Yolanda Adair will be back in court next month to face multiple charges.

Yolanda Adair, whose boyfriend originally accused her of shooting him, had a revocation hearing Thursday in Judge David Talley’s courtroom.

Deputy Prosecutor Ryan Rainwater pleaded for Adair, a habitual offender, to do time in prison for having her probation revoked. She received six years in the Arkansas Department of Corrections. She was originally put on probation on March 16, 2017 but has broken multiple rules of being on probation.

Adair will be back in court December 2 for her day in court after being accused of a terroristic act, domestic battering first degree I, use of a deadly weapon and possession of a firearm by certain persons. In addition, she faces charges on possession of methamphetamine found in a vehicle at 1202 Carver Street during a search. She was driving while having a license canceled, suspended, or revoked and drove left of the center line.

Talley said in all the additional charges other than revocation of probation, video needed to be secured for the additional alleged crimes.

Her one-time boyfriend, Fredrick Marshall, was called to testify about why he originally accused Adair of shooting him on Columbia Road 202 on May 23, 2021, while he was driving, according to the affidavit.

In court, Marshall told Rainwater he did make the allegation against Adair originally.

“I did but I shouldn’t have done it because I didn’t see her do it,” Marshall said from the stand. “I didn’t see her shoot me and I don’t want to press no charges.”

According to the affidavit, Adair told detectives she was certain she did not shoot Marshall and that she had been abused by him for a long time. Adair said she did not stay and wait for law enforcement when she heard the shot because she had warrants. Adair admitted she has a problem with methamphetamine.

Rainwater asked Marshall if he and Adair were having problems and he agreed they were, but that it “never had come to that,” regarding the shooting.

Marshall said he even went to the late Prosecuting Attorney David Butler to renege his story.

When pressed by Rainwater, who also asked Marshall if he had told another witness on scene who shot him, Marshall became frustrated.

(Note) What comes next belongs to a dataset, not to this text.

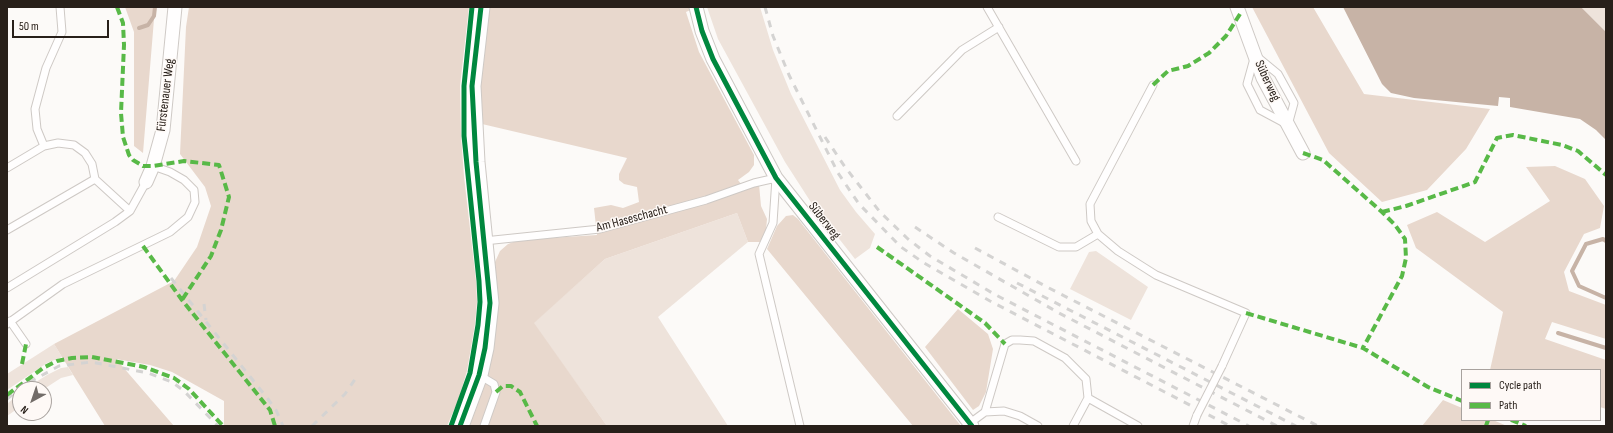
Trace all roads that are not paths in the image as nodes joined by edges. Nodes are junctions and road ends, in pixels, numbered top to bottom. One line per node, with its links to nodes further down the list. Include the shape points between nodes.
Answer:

“Man, once you get shot, you later change your mind,” Marshall said. “…It’s God’s honest trust, I do not have any more story to tell.”

Marshall described Adair as his “baby’s mama,” and said the shooting left him shocked, emotional, and scared.

“I’m still puzzled about how it happened so quick. I thought I seen her car, but I never seen her shoot me,” Marshall said.

In the affidavit, Marshall told Columbia County Sheriff’s Detectives that he was going to Columbia County Road 202 to visit his mother. He said he had texted Adair earlier in the evening. Marshall states that when he turned into the “hole,” on Columbia 202, Adair was traveling the opposite direction, out of the “hole.” Marshall stated Adair then exited her vehicle while he was driving outside the “hole,” and fired one round at him, striking him.

Detectives found two bullet fragments in the vehicle Marshall was driving. Detectives also found a spent 9-millimeter hull in the road of Columbia Road 202. The shell was freshly fired with no corrosion on it.

Marshall stated that his ex-girlfriend had been texting him the entire day and stated that she had gone to his mother’s house on Columbia Road 202. When she came to his vehicle, he left because he did not "want any problems with Adair."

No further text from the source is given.